0
0
PythonHow-ToBeginner · 3 min read

How to Use itertools.groupby in Python: Simple Guide

Use itertools.groupby to group consecutive items in an iterable by a key function. It returns keys and groups as iterators, so the input should be sorted by the same key for correct grouping.
📐

Syntax

The itertools.groupby function groups consecutive elements in an iterable based on a key function.

It returns an iterator of pairs: each pair has a key and a group iterator of items matching that key.

Basic syntax:

  • groupby(iterable, key=None)

iterable: The data to group.

key: A function to compute the grouping key for each element. Defaults to identity (element itself).

python
import itertools

# groupby syntax
groups = itertools.groupby(iterable, key=None)

for key, group in groups:
    # key is the grouping key
    # group is an iterator of grouped items
    pass
💻

Example

This example groups a sorted list of fruits by their first letter.

It shows how groupby returns keys and groups of items.

python
import itertools

fruits = ['apple', 'apricot', 'banana', 'blueberry', 'cherry', 'clementine']

# Sort by first letter to group correctly
fruits.sort(key=lambda x: x[0])

groups = itertools.groupby(fruits, key=lambda x: x[0])

for letter, group in groups:
    print(f"{letter}: {[item for item in group]}")
Output
a: ['apple', 'apricot'] b: ['banana', 'blueberry'] c: ['cherry', 'clementine']
⚠️

Common Pitfalls

1. Input must be sorted by the same key function.
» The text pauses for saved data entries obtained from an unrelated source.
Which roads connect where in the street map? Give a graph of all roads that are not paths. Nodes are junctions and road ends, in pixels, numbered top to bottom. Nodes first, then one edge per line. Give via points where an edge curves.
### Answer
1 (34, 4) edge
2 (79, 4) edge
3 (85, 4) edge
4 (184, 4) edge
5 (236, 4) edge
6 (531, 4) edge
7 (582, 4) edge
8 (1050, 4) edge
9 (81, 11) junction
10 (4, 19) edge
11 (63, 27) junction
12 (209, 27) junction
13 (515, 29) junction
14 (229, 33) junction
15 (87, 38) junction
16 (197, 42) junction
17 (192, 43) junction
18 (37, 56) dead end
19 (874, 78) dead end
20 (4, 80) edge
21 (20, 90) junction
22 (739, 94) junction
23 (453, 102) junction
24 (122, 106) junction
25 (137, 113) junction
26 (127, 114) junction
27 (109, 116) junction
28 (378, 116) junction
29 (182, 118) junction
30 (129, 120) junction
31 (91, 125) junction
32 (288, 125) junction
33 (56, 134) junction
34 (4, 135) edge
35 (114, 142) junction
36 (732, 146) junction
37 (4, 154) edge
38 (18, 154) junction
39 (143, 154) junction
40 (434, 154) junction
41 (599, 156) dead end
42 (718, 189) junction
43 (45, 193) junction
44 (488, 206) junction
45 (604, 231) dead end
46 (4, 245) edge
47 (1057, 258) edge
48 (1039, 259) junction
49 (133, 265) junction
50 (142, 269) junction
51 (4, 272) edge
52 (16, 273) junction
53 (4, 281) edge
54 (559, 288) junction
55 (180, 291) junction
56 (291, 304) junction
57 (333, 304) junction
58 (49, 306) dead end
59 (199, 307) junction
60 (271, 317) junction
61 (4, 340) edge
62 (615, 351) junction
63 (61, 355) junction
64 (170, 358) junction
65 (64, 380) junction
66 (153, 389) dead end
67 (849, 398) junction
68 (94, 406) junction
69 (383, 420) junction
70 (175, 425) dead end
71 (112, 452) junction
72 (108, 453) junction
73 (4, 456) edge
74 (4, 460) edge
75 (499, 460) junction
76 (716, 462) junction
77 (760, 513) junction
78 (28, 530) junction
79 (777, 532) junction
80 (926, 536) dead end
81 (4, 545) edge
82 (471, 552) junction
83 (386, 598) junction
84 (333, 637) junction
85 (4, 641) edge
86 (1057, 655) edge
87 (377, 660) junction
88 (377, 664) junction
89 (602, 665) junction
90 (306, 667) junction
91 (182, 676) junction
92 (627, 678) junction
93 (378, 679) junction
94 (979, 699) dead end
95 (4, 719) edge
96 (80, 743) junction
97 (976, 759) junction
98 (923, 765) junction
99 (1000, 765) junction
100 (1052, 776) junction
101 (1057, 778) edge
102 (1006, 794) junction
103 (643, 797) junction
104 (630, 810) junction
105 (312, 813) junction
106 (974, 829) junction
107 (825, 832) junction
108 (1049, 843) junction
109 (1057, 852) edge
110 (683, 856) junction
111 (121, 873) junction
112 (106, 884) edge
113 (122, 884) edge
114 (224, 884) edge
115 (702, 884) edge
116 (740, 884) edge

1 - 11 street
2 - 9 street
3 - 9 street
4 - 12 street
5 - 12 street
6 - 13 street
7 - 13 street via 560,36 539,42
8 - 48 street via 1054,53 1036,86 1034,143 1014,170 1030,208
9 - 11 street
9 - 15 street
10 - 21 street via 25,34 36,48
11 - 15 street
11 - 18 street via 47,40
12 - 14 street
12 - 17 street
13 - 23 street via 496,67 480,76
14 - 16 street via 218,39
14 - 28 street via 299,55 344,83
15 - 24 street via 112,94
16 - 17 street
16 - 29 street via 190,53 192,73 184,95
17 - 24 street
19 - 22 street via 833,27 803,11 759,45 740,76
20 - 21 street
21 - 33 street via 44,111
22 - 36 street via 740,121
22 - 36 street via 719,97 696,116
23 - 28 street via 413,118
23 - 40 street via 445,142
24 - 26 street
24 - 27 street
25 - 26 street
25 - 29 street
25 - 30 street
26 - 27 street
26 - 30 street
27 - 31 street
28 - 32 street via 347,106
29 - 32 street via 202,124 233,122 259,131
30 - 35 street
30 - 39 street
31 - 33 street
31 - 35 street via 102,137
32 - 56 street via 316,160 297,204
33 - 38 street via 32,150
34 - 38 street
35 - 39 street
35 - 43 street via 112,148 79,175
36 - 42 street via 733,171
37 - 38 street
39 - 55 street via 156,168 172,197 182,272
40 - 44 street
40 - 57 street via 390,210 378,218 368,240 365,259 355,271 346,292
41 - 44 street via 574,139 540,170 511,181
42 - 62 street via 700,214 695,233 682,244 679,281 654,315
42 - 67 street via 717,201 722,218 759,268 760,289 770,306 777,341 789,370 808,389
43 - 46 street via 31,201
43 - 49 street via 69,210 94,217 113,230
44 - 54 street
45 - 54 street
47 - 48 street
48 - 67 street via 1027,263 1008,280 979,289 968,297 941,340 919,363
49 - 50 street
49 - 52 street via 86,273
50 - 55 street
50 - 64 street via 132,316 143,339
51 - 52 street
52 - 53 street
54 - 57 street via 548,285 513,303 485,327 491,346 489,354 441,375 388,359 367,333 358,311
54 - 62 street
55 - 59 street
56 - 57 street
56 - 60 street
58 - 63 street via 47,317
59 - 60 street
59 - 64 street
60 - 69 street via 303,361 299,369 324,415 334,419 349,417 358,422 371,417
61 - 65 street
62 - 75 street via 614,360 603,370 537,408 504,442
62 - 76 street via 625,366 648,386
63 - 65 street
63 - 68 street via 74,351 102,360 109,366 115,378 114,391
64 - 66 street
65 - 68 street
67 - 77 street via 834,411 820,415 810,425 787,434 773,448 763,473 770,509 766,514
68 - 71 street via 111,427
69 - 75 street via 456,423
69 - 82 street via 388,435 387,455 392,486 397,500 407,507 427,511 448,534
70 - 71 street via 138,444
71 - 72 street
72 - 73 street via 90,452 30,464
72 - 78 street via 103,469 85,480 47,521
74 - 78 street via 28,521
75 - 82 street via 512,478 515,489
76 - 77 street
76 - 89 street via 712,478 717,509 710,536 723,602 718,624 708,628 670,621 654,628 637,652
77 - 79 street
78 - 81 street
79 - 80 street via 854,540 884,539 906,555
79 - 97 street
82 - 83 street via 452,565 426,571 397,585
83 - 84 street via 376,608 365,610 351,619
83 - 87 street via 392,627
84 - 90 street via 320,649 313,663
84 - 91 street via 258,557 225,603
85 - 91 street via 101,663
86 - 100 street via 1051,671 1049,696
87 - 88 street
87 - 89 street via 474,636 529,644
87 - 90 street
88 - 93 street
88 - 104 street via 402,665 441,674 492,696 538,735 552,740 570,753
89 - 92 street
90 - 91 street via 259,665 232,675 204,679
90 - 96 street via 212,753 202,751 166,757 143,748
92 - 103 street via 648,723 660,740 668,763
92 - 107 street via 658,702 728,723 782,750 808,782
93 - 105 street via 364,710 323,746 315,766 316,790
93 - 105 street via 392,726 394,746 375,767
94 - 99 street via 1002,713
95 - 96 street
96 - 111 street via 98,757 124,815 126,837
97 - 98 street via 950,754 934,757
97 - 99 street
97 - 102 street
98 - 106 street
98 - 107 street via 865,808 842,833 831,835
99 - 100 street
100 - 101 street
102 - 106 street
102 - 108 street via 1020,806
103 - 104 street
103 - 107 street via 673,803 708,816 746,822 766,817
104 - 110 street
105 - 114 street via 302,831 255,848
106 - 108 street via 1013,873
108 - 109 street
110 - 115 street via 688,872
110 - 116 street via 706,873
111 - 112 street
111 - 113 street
Otherwise, groupby only groups consecutive matching items, not all matching items.

2. The group is an iterator, so you must consume it before moving to the next group. If you try to reuse it later, it will be empty.

3. Using groupby on unsorted data leads to unexpected groups.

python
import itertools

data = ['apple', 'banana', 'apricot', 'blueberry']

# Wrong: data not sorted by first letter
groups = itertools.groupby(data, key=lambda x: x[0])
for key, group in groups:
    print(f"{key}: {[item for item in group]}")

# Correct: sort data first
print('\nAfter sorting:')
data.sort(key=lambda x: x[0])
groups = itertools.groupby(data, key=lambda x: x[0])
for key, group in groups:
    print(f"{key}: {[item for item in group]}")
Output
a: ['apple'] b: ['banana'] a: ['apricot'] b: ['blueberry'] After sorting: a: ['apple', 'apricot'] b: ['banana', 'blueberry']
📊

Quick Reference

  • Input: Iterable sorted by the key function.
  • Output: Iterator of (key, group) pairs.
  • Group: An iterator of items with the same key.
  • Key function: Defaults to identity if not provided.
  • Use case: Group consecutive items sharing a property.

Key Takeaways

Always sort your data by the key function before using itertools.groupby.
groupby groups only consecutive items with the same key, not all items in the iterable.
The groups returned are iterators and should be consumed immediately.
Use a key function to define how items are grouped; default groups by item itself.
itertools.groupby is great for grouping sorted data efficiently without extra memory.